» Activity: For the material that follows, state how many lines contain the word "paths", and add nothing.

Start of Record excerpts

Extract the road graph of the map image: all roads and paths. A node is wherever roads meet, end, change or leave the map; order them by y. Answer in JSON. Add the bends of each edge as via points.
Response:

End of Record excerpts
Start of Record excerpts

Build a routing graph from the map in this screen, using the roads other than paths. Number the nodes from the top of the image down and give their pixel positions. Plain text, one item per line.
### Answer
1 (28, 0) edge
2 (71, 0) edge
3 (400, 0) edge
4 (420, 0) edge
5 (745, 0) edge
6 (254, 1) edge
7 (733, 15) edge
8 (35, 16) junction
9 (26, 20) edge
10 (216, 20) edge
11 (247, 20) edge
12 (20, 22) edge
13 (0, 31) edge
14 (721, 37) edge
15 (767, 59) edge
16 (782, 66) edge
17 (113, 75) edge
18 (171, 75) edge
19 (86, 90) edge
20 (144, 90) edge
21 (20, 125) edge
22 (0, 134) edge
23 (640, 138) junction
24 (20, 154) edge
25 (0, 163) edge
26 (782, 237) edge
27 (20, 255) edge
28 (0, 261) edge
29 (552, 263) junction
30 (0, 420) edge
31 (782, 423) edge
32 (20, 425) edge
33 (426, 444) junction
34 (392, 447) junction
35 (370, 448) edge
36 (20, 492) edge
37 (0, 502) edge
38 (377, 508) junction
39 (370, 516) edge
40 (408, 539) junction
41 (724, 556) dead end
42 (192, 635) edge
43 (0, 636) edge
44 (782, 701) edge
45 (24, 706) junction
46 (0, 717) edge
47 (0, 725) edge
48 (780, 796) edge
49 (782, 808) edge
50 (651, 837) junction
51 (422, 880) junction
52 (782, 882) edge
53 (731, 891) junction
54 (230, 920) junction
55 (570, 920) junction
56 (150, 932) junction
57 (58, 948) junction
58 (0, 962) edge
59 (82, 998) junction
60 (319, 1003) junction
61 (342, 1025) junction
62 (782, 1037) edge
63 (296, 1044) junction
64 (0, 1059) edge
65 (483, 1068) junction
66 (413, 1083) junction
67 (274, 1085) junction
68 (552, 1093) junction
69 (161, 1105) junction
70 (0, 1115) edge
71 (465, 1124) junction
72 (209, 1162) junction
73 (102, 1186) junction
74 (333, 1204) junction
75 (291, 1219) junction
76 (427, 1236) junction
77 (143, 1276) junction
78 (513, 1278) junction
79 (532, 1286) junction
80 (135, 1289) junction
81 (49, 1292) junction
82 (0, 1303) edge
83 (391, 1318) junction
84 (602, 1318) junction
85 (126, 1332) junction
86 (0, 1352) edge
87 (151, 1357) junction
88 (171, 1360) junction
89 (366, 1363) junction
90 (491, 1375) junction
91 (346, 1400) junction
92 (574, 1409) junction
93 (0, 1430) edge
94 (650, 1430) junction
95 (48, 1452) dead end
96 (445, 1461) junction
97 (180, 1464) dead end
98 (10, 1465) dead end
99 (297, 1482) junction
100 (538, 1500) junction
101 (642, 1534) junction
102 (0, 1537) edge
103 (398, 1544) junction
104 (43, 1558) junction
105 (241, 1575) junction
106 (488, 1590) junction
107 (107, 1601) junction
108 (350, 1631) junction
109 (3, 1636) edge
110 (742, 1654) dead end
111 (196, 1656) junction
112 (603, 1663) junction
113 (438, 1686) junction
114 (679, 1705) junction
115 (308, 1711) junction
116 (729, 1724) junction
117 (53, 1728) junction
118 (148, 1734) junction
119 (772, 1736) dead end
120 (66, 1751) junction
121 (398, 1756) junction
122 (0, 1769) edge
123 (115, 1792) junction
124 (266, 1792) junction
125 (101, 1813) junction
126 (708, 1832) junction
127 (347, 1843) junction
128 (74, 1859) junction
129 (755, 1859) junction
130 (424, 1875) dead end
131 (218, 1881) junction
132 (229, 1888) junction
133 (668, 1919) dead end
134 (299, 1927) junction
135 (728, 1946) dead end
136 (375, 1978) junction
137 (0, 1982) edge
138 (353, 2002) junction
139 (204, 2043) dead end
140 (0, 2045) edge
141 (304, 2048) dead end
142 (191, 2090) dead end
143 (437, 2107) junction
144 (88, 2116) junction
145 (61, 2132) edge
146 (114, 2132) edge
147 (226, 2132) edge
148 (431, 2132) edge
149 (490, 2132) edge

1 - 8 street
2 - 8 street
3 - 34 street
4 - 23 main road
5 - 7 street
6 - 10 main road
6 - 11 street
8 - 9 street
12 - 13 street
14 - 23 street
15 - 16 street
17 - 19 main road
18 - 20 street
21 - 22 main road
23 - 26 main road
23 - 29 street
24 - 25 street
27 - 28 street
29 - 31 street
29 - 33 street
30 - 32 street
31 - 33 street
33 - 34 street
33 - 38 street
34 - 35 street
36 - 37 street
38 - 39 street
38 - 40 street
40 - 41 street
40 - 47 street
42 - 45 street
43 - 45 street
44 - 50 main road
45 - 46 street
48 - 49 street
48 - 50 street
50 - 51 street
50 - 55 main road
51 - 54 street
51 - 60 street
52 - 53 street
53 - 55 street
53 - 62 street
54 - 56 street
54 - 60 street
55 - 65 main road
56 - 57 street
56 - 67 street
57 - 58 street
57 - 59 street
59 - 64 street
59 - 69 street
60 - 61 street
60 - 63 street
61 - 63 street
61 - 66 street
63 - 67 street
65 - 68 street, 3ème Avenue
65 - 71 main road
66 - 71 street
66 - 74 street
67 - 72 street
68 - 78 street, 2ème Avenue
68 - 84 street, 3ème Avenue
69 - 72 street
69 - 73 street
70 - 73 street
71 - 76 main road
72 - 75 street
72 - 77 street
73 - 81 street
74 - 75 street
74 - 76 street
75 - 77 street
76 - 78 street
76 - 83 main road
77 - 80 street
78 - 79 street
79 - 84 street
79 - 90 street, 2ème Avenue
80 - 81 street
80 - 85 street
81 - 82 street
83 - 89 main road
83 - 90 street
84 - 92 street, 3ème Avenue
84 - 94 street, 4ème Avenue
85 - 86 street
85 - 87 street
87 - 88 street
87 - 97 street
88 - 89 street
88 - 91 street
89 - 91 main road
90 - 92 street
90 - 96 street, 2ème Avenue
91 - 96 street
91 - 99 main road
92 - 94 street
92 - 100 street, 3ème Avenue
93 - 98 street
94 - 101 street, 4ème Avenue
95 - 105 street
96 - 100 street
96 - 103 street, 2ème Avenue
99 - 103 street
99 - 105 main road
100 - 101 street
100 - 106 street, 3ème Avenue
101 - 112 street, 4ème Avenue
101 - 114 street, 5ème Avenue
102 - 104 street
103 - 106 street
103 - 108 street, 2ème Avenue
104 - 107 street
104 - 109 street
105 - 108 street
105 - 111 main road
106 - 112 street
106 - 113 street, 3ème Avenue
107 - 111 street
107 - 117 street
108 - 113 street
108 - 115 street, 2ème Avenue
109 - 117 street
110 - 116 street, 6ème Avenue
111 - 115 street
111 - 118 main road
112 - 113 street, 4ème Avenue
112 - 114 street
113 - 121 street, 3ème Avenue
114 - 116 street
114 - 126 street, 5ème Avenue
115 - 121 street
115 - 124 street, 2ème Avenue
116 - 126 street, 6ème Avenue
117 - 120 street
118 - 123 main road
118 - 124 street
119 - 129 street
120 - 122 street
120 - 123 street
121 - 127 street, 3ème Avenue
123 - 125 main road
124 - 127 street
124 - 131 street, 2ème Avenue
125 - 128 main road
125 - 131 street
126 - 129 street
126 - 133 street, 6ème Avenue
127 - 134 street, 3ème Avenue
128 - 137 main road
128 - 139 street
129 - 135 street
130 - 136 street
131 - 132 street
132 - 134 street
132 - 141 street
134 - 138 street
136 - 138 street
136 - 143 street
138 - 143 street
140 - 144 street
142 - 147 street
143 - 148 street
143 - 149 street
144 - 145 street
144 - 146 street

End of Record excerpts

» Solution for this problem: 2